READ COMMITTED is the Postgres default and does not throw 40001 for ordinary write conflicts — it re-evaluates against the latest committed row rather than aborting, so no retry loop is needed. People raise the level to eliminate anomalies (non-repeatable reads, lost updates, write skew) that READ COMMITTED permits — and the cost of that choice is handling 40001.

Reduce conflicts so you retry less#

• Keep transactions short. The docs' SERIALIZABLE performance guidance: "Don't put more into a single transaction than needed for integrity purposes," declare transactions READ ONLY when possible, and "don't leave connections dangling 'idle in transaction' longer than necessary" (see idle_in_transaction_session_timeout).
• SELECT ... FOR UPDATE pessimistically locks rows to serialize access — though SERIALIZABLE can replace explicit locks where its automatic protection suffices. Balance against blocking.
• Use a connection pool and keep work outside the transaction boundary.

How this surfaces in Supabase#

Supabase runs standard PostgreSQL, so the behavior is identical wherever a transaction runs at REPEATABLE READ or SERIALIZABLE:

• A Postgres function (plpgsql) called via rpc(), or any explicit BEGIN ... COMMIT, will raise 40001 under those levels.
• The Supabase client surfaces it as a Postgres error — check error.code === '40001'.
• The retry loop belongs in application code (or an edge function / queue), because the full transaction — including the decision logic — must be replayed, which a single RPC call can't do for you.

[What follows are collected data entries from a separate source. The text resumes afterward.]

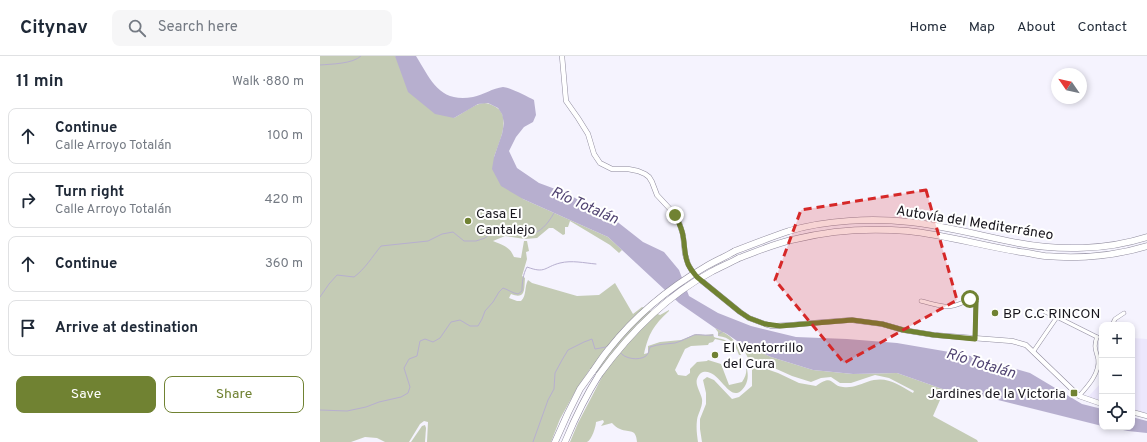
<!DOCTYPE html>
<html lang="en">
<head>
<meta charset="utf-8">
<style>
	body { margin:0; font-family:Overpass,sans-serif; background:#f6f6f7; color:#1f2937 }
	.controls { position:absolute; right:12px; bottom:12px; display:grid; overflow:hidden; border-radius:8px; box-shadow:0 2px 6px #0003 }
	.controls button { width:36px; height:36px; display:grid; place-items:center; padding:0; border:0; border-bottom:1px solid #e0e1e3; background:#fff; color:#1f2937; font:20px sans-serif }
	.compass { position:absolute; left:731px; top:12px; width:36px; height:36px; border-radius:50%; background:#fff; box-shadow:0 2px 6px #0003; rotate:304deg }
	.stop { position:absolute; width:12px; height:12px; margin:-9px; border:3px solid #708232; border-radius:50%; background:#fff }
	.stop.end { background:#708232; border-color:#fff; box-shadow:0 1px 4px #0008 }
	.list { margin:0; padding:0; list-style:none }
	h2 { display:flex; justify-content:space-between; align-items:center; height:52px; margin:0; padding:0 16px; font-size:17px }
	h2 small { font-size:13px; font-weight:400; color:#747a83 }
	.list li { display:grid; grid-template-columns:26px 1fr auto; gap:12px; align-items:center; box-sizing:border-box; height:56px; margin:0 8px 8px; padding:0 8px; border:1px solid #e0e1e3; border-radius:8px }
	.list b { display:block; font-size:15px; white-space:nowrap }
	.list p { margin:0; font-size:13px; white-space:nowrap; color:#747a83 }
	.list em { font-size:13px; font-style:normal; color:#747a83 }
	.actions { display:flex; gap:8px; padding:12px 16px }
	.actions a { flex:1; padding:9px 0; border:1px solid #708232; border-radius:8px; text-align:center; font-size:14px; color:#708232 }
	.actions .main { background:#708232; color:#fff }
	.icon { flex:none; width:22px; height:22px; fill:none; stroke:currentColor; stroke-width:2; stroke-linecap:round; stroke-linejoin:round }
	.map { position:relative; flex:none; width:827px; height:386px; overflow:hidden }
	header { display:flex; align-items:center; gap:24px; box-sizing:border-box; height:56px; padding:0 20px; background:#fff; border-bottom:1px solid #e0e1e3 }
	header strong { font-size:19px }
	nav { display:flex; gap:22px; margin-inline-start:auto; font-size:14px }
	.search { width:280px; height:36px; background:#f6f6f7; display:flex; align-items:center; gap:10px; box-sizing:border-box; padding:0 14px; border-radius:8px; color:#747a83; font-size:15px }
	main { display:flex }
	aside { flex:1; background:#fff }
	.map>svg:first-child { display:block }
	.built { fill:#ece7fc }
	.green { fill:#c4cbb5 }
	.water { fill:#b7afcf }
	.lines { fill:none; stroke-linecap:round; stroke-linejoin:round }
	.stream { stroke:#b7afcf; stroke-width:1 }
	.minor-casing { stroke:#908c9e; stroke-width:4.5 }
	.tertiary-casing { stroke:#908c9e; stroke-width:5.5 }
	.motorway-casing { stroke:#908c9e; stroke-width:7 }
	.minor { stroke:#fff; stroke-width:3.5 }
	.tertiary { stroke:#fff; stroke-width:4.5 }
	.motorway { stroke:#fff; stroke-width:6 }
	.motorway-bridge-casing { stroke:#908c9e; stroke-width:7; stroke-linecap:butt }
	.motorway-bridge { stroke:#fff; stroke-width:6 }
	.route { stroke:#708232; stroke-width:5 }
	.marked { fill:#d62828; fill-opacity:0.2; stroke:#d62828; stroke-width:3; stroke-dasharray:8 5; stroke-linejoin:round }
	.poi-dot { fill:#708232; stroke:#fff; stroke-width:1.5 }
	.labels { text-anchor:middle; stroke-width:4; stroke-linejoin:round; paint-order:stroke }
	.poi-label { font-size:14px; fill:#17151c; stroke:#fff; text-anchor:start }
	.street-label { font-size:14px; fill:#17151c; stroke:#fff }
	.water-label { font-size:15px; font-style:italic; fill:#514472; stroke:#fff }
</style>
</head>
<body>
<header>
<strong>Citynav</strong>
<div class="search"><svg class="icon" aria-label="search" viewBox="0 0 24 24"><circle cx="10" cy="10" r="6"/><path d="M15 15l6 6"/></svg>Search here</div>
<nav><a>Home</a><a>Map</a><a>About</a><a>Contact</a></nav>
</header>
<main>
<aside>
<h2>11 min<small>Walk · 880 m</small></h2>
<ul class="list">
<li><svg class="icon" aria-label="ahead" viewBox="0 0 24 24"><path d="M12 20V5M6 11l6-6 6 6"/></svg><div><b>Continue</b><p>Calle Arroyo Totalán</p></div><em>100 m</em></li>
<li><svg class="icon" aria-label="right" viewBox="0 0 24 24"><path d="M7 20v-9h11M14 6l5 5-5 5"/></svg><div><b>Turn right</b><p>Calle Arroyo Totalán</p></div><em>420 m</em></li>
<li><svg class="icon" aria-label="ahead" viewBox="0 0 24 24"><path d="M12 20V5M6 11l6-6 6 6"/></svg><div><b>Continue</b></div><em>360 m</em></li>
<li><svg class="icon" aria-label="arrive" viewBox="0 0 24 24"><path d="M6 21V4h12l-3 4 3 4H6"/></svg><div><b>Arrive at destination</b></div></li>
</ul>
<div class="actions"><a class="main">Save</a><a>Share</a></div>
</aside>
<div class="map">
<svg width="827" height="386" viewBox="0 0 827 386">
	<rect width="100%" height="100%" fill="#f5f3fe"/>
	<g class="built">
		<path d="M812 282 827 283V357L812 354Z"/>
		<path d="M782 315V346L768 341 779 329Z"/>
	</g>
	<g class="green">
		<path d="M0 0H75L134 62C142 58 150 51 159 48 165 46 168 47 174 50 193 59 179 86 174 101L203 143 288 181 302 194 299 197 290 189 250 165 248 171H245V178L243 179 233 172H229L217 182 205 183 185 180 173 185C184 190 189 190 194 201L201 202 204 185H207L209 195 206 196 207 203 202 220 205 222C204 233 206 244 191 238L189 242 197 245H201C207 239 204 231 208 224L212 227 257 240 279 239 295 227 313 258 322 251 340 259 349 254V255C333 270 329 277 324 298L328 297V290L340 286 361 284 376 278 385 279 393 278 394 281C399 283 403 282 408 286L395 283 393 286 389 287 388 289 371 290 365 293 355 314 358 319 366 320 370 317V313L377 306 387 305 388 304 401 308 409 329 422 326C426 320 427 316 426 309 428 316 429 323 425 330 410 353 401 312 383 316 380 317 378 320 377 323 375 329 381 337 382 343 383 351 378 357 377 364 376 372 377 379 378 386H317C316 372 310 377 300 373 297 372 294 369 292 367L281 370 284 366 283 364 276 366C276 370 272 384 267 386 262 386 255 386 250 386L258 367 282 321 270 313 256 334 240 363 231 386H107L108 366 104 365 100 368 89 386H65L57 382 45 381 31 386H0Z"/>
		<path d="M395 272C410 279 416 283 421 299H419C415 288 410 281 398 280V276Z"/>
		<path d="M420 287 451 301 493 314 533 318 577 317 634 337 620 344 613 360 657 384 658 386H382L380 373V363L386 348V337L383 324 387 321 394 324 412 343 419 341 432 330V311L435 309 458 317 479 327 496 330C514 317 510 330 523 331 533 332 538 329 547 326 566 319 577 328 593 337L594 335 569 322 555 319 531 327H520L511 321 501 322 491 326 472 320 452 311 432 305 428 302 423 292Z"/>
		<path d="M105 369 106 372 105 386H91L102 370Z"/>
	</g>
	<g class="water">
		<path d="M75 0H96C111 24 119 47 153 41 163 39 173 32 183 31 189 31 208 41 214 44L216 59 213 66 204 71 196 81 189 95 197 112 219 127 246 137 295 164 323 186 344 196 359 214 369 240 398 257 431 270 476 281 527 283 577 287 647 299 710 317 762 348 782 353V370L642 335 634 337 577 317 533 318 493 314 451 301 420 287 407 278 395 272 359 247 288 181 203 143 181 130 172 113 174 101 182 78 184 67 182 58 178 52 168 47 158 48 134 62 115 58 88 36Z"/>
		<path d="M812 361 827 365V377L808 375 788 371H812Z"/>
	</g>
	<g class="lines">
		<g class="stream">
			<path d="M0 9C11 8 33 8 41 0"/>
			<path d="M0 241 9 228 17 219 34 221C45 213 52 201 61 190L108 185 122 178 133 176 144 185H156L165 182 174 174 182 169C206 183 220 182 234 157"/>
			<path d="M399 278 403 275"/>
			<path d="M300 296C304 303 319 305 326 300 329 297 329 294 330 291 339 288 347 288 355 287 362 285 367 282 374 279 377 278 388 280 393 279"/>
			<path d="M0 354 27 355 46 351 59 346 81 341 88 337 90 331 84 312 89 303 97 300 100 285 105 283 113 286 120 282 131 266 140 264 150 270H158L162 263 165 255 173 246 179 236 183 232C189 234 192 237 198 238L202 235C202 227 203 218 207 211 226 218 224 211 240 207 252 204 264 207 276 208"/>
			<path d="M213 386 228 344 234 333 235 317 242 304 248 294 264 286 272 283 275 293 286 291"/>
		</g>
		<defs>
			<g id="minor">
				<path d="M601 245C625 251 630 255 653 241L656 245 655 283"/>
				<path d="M725 256 737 261 777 281"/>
				<path d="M792 269 795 263 804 257"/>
				<path d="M713 296 737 261"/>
				<path d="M759 340C768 330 780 317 778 303 776 294 773 291 777 281"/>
			</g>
			<g id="tertiary">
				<path d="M242 0 246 45 258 62 268 78 274 98 280 107 292 113H308L318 115 325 118 329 121 332 126 337 139 350 153 359 166 363 179 365 198 368 208 372 215 377 221 420 256 429 262 445 268 452 270 471 269 492 267 531 264 562 268 583 274 614 279 692 285 706 289 759 340 782 348"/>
				<path d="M812 356 827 360"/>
			</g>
			<g id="motorway">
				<path d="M415 195C433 188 451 181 469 175 506 164 552 162 590 166 626 170 662 180 698 187 740 195 786 194 827 181"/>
				<path d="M419 202C438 195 456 187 476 183 512 174 551 172 588 175 626 179 663 190 701 196 709 197 717 199 725 200 759 203 794 200 827 190"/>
				<path d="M235 386 248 357 260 333 273 315"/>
				<path d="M245 386C255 362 265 341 279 319"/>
			</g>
		</defs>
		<use href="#minor" class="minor-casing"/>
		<use href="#tertiary" class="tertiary-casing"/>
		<use href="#motorway" class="motorway-casing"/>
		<use href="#minor" class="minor"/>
		<use href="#tertiary" class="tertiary"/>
		<use href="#motorway" class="motorway"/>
		<defs>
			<g id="motorway-bridge">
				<path d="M273 315C278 308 283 300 289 293 315 260 349 232 385 211 395 205 405 201 415 195"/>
				<path d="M279 319C309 278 346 240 391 216 400 211 410 207 419 202"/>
			</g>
		</defs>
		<use href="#motorway-bridge" class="motorway-bridge-casing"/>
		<use href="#motorway-bridge" class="motorway-bridge"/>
	</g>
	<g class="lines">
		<path class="route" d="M355 159C358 165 362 172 363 180 365 189 364 199 368 208 370 213 374 217 377 221L420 256 429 262 445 268 460 270 532 264 562 268 583 274 614 279 655 283 656 246 653 241 650 243"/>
	</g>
	<path class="marked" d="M606 134 637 244 524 307 455 224 481 154Z"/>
	<g class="poi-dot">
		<circle cx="148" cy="165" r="4"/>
		<circle cx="675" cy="257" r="4"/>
		<circle cx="395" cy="299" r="4"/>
		<rect x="750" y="333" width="8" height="8" rx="2"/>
	</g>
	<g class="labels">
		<g class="poi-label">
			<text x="156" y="162">Casa El<tspan x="156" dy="16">Cantalejo</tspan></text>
			<text x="683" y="262">BP C.C RINCON</text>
			<text x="403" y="296">El Ventorrillo<tspan x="403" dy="16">del Cura</tspan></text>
			<text x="746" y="342" text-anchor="end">Jardines de la Victoria</text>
		</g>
		<g class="street-label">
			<text transform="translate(655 166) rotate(9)" y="5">Autovía del Mediterráneo</text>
		</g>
		<g class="water-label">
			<text transform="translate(265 149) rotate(24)" y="5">Río Totalán</text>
			<text transform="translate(661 307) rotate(17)" y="5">Río Totalán</text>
		</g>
	</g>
</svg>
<div class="controls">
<button>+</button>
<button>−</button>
<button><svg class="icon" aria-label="locate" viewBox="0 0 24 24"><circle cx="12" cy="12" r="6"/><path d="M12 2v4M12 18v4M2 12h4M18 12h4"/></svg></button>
</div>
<svg class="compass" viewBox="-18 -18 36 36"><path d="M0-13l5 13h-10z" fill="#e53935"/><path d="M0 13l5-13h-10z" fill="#747a83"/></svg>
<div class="stop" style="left:650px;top:243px"></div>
<div class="stop end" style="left:355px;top:159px"></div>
</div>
</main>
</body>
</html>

Official references: Transaction Isolation, Serialization Failure Handling, Error Codes.

Related Articles#

• Debugging Supabase RLS Issues
• Fix Slow Supabase Queries
• Supabase Postgres Functions & Triggers Guide
• Zero-Downtime Postgres Migrations

Frequently Asked Questions#

What does "could not serialize access due to concurrent update" mean?#

It's SQLSTATE 40001. Under REPEATABLE READ or SERIALIZABLE, Postgres detected a conflict that would break correctness and rolled one transaction back. It's the database protecting your data — your app must retry.

How do I fix a 40001 serialization failure?#

Retry the whole transaction (re-read, re-decide, re-write) with exponential backoff. The docs say apps using these levels must be prepared to retry, and that Postgres can't retry automatically with any correctness guarantee.

Can I just avoid 40001 with READ COMMITTED?#

READ COMMITTED (the default) doesn't raise 40001 for ordinary write conflicts — but you lose the anomaly protection of the higher levels. Drop down only if you don't need those guarantees.